- _Description of the task_
Reproduce the records below; each should match the original exactly.
***
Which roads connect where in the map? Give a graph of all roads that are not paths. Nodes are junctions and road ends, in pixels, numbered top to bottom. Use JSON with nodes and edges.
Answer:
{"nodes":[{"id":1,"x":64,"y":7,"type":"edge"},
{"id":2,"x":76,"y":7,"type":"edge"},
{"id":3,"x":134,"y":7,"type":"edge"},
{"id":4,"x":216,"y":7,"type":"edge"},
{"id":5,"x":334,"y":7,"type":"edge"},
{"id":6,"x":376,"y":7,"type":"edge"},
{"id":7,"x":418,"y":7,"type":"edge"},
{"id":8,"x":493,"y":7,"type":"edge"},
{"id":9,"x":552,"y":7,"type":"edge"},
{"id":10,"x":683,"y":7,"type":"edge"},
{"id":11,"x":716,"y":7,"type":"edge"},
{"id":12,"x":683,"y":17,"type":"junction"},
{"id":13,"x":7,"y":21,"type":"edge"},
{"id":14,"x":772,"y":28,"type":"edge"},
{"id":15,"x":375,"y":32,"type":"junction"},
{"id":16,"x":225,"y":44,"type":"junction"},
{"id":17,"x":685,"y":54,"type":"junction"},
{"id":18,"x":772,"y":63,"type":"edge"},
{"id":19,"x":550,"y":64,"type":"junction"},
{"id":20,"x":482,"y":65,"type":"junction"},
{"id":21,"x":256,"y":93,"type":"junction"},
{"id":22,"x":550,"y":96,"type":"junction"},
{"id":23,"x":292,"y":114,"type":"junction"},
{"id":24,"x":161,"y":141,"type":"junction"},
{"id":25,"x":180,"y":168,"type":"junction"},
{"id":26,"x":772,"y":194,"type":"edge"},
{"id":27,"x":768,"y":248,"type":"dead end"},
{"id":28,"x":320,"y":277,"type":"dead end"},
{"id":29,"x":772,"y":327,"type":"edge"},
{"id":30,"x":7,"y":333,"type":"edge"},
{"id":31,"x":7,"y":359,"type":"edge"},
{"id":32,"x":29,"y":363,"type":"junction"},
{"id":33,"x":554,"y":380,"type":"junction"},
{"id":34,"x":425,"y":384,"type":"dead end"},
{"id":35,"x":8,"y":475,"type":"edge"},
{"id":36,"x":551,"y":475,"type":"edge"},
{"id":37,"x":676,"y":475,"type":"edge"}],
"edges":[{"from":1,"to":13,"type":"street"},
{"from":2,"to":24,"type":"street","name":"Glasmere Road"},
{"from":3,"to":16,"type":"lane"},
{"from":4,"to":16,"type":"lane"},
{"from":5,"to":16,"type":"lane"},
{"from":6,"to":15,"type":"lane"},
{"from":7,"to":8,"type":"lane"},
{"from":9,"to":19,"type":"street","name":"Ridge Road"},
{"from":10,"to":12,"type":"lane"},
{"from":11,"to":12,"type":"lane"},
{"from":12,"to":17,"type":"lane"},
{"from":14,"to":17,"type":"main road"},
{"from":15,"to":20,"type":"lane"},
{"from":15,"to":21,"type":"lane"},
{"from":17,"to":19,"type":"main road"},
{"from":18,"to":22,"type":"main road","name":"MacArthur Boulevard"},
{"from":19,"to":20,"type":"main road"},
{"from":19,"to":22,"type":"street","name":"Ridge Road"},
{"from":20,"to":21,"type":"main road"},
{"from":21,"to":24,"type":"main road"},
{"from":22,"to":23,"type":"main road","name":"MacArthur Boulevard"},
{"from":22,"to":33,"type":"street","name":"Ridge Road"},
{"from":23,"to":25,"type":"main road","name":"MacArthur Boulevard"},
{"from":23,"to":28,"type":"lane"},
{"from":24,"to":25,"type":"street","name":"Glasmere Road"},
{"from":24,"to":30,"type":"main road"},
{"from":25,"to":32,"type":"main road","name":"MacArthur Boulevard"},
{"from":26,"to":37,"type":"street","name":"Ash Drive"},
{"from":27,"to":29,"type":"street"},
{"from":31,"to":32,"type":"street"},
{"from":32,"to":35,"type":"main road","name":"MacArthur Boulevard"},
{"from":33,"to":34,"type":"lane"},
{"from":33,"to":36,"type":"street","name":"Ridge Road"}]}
***
- _Exercise response_
Which roads connect where in the map? Give a graph of all roads that are not paths. Nodes are junctions and road ends, in pixels, numbered top to bottom. Use JSON with nodes and edges.
Answer:
{"nodes":[{"id":1,"x":64,"y":7,"type":"edge"},
{"id":2,"x":76,"y":7,"type":"edge"},
{"id":3,"x":134,"y":7,"type":"edge"},
{"id":4,"x":216,"y":7,"type":"edge"},
{"id":5,"x":334,"y":7,"type":"edge"},
{"id":6,"x":376,"y":7,"type":"edge"},
{"id":7,"x":418,"y":7,"type":"edge"},
{"id":8,"x":493,"y":7,"type":"edge"},
{"id":9,"x":552,"y":7,"type":"edge"},
{"id":10,"x":683,"y":7,"type":"edge"},
{"id":11,"x":716,"y":7,"type":"edge"},
{"id":12,"x":683,"y":17,"type":"junction"},
{"id":13,"x":7,"y":21,"type":"edge"},
{"id":14,"x":772,"y":28,"type":"edge"},
{"id":15,"x":375,"y":32,"type":"junction"},
{"id":16,"x":225,"y":44,"type":"junction"},
{"id":17,"x":685,"y":54,"type":"junction"},
{"id":18,"x":772,"y":63,"type":"edge"},
{"id":19,"x":550,"y":64,"type":"junction"},
{"id":20,"x":482,"y":65,"type":"junction"},
{"id":21,"x":256,"y":93,"type":"junction"},
{"id":22,"x":550,"y":96,"type":"junction"},
{"id":23,"x":292,"y":114,"type":"junction"},
{"id":24,"x":161,"y":141,"type":"junction"},
{"id":25,"x":180,"y":168,"type":"junction"},
{"id":26,"x":772,"y":194,"type":"edge"},
{"id":27,"x":768,"y":248,"type":"dead end"},
{"id":28,"x":320,"y":277,"type":"dead end"},
{"id":29,"x":772,"y":327,"type":"edge"},
{"id":30,"x":7,"y":333,"type":"edge"},
{"id":31,"x":7,"y":359,"type":"edge"},
{"id":32,"x":29,"y":363,"type":"junction"},
{"id":33,"x":554,"y":380,"type":"junction"},
{"id":34,"x":425,"y":384,"type":"dead end"},
{"id":35,"x":8,"y":475,"type":"edge"},
{"id":36,"x":551,"y":475,"type":"edge"},
{"id":37,"x":676,"y":475,"type":"edge"}],
"edges":[{"from":1,"to":13,"type":"street"},
{"from":2,"to":24,"type":"street","name":"Glasmere Road"},
{"from":3,"to":16,"type":"lane"},
{"from":4,"to":16,"type":"lane"},
{"from":5,"to":16,"type":"lane"},
{"from":6,"to":15,"type":"lane"},
{"from":7,"to":8,"type":"lane"},
{"from":9,"to":19,"type":"street","name":"Ridge Road"},
{"from":10,"to":12,"type":"lane"},
{"from":11,"to":12,"type":"lane"},
{"from":12,"to":17,"type":"lane"},
{"from":14,"to":17,"type":"main road"},
{"from":15,"to":20,"type":"lane"},
{"from":15,"to":21,"type":"lane"},
{"from":17,"to":19,"type":"main road"},
{"from":18,"to":22,"type":"main road","name":"MacArthur Boulevard"},
{"from":19,"to":20,"type":"main road"},
{"from":19,"to":22,"type":"street","name":"Ridge Road"},
{"from":20,"to":21,"type":"main road"},
{"from":21,"to":24,"type":"main road"},
{"from":22,"to":23,"type":"main road","name":"MacArthur Boulevard"},
{"from":22,"to":33,"type":"street","name":"Ridge Road"},
{"from":23,"to":25,"type":"main road","name":"MacArthur Boulevard"},
{"from":23,"to":28,"type":"lane"},
{"from":24,"to":25,"type":"street","name":"Glasmere Road"},
{"from":24,"to":30,"type":"main road"},
{"from":25,"to":32,"type":"main road","name":"MacArthur Boulevard"},
{"from":26,"to":37,"type":"street","name":"Ash Drive"},
{"from":27,"to":29,"type":"street"},
{"from":31,"to":32,"type":"street"},
{"from":32,"to":35,"type":"main road","name":"MacArthur Boulevard"},
{"from":33,"to":34,"type":"lane"},
{"from":33,"to":36,"type":"street","name":"Ridge Road"}]}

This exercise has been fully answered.